Another capability of analysis module 124 is the comparison functionality wherein the similarity computation representation is used to compare against existing a database of malware features (referring to FIG. 2C). Any comparison or triage techniques, such as SigMAL (a static signal processing based malware triage), maybe used to determine/assess if the possibility of malware exist within the similarity representation. SigMAL is designed to operate within systems that can process large amounts of binary samples. Specifically, many binary samples received by such systems may contain variants of previously-seen malware, and they retain some similarity at the binary level. SigMal improves the state-of-the-art by leveraging methodology from signal processing to extract noise-resistant similarity signatures from the binary samples. SigMal uses an efficient nearest-neighbor search technique, which can be scalable to millions of samples. It is noted that other comparison/malware detection techniques can be employed besides using SigMal. SigMal is only mentioned to illustrate a use case example.

FIG. 2A illustrates a sample software function (i.e., f1) being extracted by detection component 111 from an executable file (input) and processed all the way to a 2D graphical representation of extracted feature, in accordance with an embodiment of the present invention. For example, function one (i.e., f1) is one function out of numerous functions of an executable file (i.e., 201). The source code of the executable is compiled into machine code (i.e., 202). Note that any CPU compiler (e.g., ARM based, RISC based, etc.) can be used (the example shows an Intel CPU architecture-based compiler). Once the machine code has been compiled, the next step is to binary lift, via lift module 121 of detection component 111, the machine code into an intermediate representation (IR), such as LLVM-IR (i.e., 203). FIG. 203 denotes a “raw” IR of function one (i.e., f1). Next, the “raw” IR is canonicalize, via canonicalize module 122 of detection component 111, into another IR form, i.e., canonical IR 204. The next step is to extract features from canonical IR 204 via extract features module 123 of detection component 111, into a computation friendly feature set or embeddings also called software-genome. To achieve this, canonical IR is first converted to the binary bitcode 205 representation, which is further converted to an image (i.e., 206) and processed by SigMal to extract software-genome as represented as an image (i.e., 207). It is noted that function one is shown but the analysis can include other code, such as objects, libraries and class from the original executable file.

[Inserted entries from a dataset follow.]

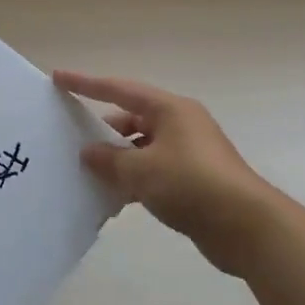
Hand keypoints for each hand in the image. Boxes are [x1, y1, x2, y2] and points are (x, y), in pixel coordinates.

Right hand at [54, 70, 272, 270]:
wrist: (246, 226)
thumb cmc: (191, 185)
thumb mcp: (141, 170)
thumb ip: (109, 159)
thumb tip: (89, 152)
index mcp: (169, 109)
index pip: (119, 90)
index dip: (86, 84)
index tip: (58, 77)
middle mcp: (180, 124)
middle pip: (131, 119)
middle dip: (102, 130)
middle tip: (71, 139)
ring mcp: (189, 152)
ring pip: (142, 148)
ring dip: (117, 159)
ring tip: (87, 173)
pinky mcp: (193, 179)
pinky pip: (153, 171)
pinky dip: (133, 179)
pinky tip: (114, 198)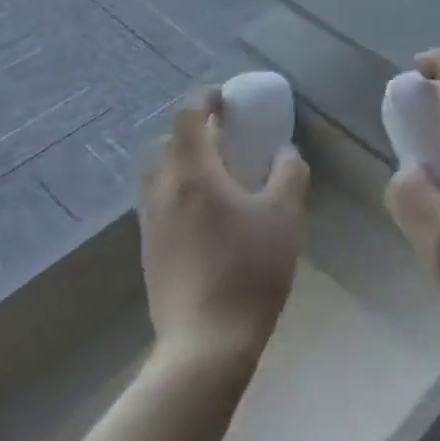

FIG. 2B illustrates multiple software functions (e.g., f1, f2, f3 and f4) from multiple executable files being extracted by detection component 111 and showing similarities between the four functions (e.g., f1-f4), in accordance with an embodiment of the present invention. All four functions, f2 211, f3 212, f4 213 and f5 21 will have completed a similar process as FIG. 2A and is represented by a 215, wherein the extracted genome (feature vector) shown by 215 indicates that all four functions have equivalent computational semantics. This demonstrates that even if a code is obfuscated and morphed (e.g., by malware creators) resulting in entirely different compiled binaries, this process is able to identify similarity among them. It is noted that functions (e.g., f1, f2, f3, and f4) are shown but the analysis can include other code, such as objects, libraries and class from the original executable file.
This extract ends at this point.